The gist of this post is that if your program or library has its own PRNG, I would like you to remove it. If you are not convinced that this is a good idea, read on; if you want links on what to do instead, skip to the second section.

Why do you have this?

I believe in code re-use, in not re-inventing the wheel where necessary, and in cooperation. So if code to do something exists, and there are no strong reasons why I shouldn't use it: I use it. Formulated in this manner it sounds almost like a strict rule; in practice, the same result can be achieved for new code just by laziness. For existing code, it becomes a maintainability question. I maintain code as well as writing it (as everyone who writes code should), and while I won't deny a certain satisfaction in well-oiled machinery, less would be better. So everything we maintain should serve a purpose, and reducing unneeded size, scope, and complexity are worthwhile.
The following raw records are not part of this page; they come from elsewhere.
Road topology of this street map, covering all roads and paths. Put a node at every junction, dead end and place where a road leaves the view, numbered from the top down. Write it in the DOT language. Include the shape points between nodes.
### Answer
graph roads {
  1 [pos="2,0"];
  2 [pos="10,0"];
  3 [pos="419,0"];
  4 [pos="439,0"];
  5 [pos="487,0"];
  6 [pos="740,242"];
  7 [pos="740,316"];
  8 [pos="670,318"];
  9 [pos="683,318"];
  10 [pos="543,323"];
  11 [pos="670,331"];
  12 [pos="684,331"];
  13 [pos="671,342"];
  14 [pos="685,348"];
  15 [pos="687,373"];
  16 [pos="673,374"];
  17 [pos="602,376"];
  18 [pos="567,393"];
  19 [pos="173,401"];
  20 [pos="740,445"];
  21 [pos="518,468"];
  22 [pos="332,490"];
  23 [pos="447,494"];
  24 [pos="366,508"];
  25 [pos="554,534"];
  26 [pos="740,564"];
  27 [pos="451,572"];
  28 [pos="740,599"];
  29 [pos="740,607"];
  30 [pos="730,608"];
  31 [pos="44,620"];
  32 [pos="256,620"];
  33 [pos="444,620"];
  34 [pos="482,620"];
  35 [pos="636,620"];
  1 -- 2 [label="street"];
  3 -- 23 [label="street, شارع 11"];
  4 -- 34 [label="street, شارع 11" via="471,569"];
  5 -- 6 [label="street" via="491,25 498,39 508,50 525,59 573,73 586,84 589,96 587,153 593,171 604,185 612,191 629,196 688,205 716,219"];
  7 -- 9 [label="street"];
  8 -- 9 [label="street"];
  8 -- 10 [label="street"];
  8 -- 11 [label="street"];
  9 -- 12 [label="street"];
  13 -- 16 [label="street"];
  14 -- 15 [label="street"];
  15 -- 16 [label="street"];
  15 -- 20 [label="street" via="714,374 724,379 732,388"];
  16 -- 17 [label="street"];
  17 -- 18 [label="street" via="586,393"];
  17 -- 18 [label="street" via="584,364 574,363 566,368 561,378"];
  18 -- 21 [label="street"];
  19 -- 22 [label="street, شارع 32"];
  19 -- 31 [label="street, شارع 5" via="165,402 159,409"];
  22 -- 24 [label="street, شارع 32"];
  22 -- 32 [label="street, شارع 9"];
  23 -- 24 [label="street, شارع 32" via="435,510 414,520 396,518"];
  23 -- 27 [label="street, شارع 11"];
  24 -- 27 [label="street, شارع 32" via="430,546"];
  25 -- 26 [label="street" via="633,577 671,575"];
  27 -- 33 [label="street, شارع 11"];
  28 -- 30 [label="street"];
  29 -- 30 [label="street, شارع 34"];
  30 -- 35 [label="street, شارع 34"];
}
Every project is different, which means your project's reasons for having a PRNG will be different as well. Maybe it doesn't care about the quality of the pseudorandom numbers (at which point it should probably just read /dev/urandom). Or maybe it's performing cryptographic operations (use getrandom(2) or similar). But I invite you to think about whether continuing to maintain your own is worth it, or whether it might be better to use something which has been more strongly audited (e.g., the kernel CSPRNG).

To look at an example: a few months ago now, I performed this change for krb5. In our case, we had a Fortuna implementation because quality entropy used to be difficult to come by. Fortuna specifically was used due to its ability to recover from low-quality input. However, upon further examination, the time to recover is quite long (so it only really helps the server), and in the mean time, operation will appear to be normal, with low quality random numbers. Since there're already quality random numbers available on all server platforms we support, I added the option to just use them directly. (This describes the current behavior on Fedora, as well as the behavior for all future RHEL/CentOS releases).

What to do instead

For this post, I will be focusing on Linux. If you are not in a Linux environment, you call a different function.

Anyway, the short answer is: you should use getrandom(2).

The longer answer is just me telling you how to use getrandom(2). For that, I want to draw from this post which contains a useful diagram about how /dev/random and /dev/urandom relate. The author points out two issues with using /dev/urandom directly on Linux (that do not occur on certain BSD, where one just uses /dev/random instead):

  • First, that /dev/urandom is not guaranteed to be seeded. getrandom(2) actually provides seeding guarantees by default. More precisely, it will block the call until the requested number of bytes can be generated; in the case of the urandom pool, this means until the pool has been seeded. (If this behavior is not desired, one should just read directly from /dev/urandom instead.)

  • Second, that one may wish to use /dev/random despite it being slower if they're feeling especially paranoid. There's a getrandom(2) flag for this, it turns out: GRND_RANDOM.

There's one pitfall with this approach, which is that (for reasons that are opaque to me) glibc was slow to add a wrapper for this function. (See: rhbz, upstream.) So if you want to support older versions of glibc, you have to use syscall(2) instead, like this.

Future work

A while back, I remember reading (but can no longer find) a post which surveyed open source software's usage of rand()/srand() and related functions. There were some decidedly bizarre usages in there, but most of them were just run-of-the-mill incorrect. Anyway, inspired by that, I've been toying with the idea of writing a shim library of sorts to make these functions actually return cryptographically random numbers, discarding seeding and such. The only real pitfall I'm aware of with this is users of these functions that expect deterministic behavior, but I'm not really sure I want to care. Maybe an environment variable for configuration or something.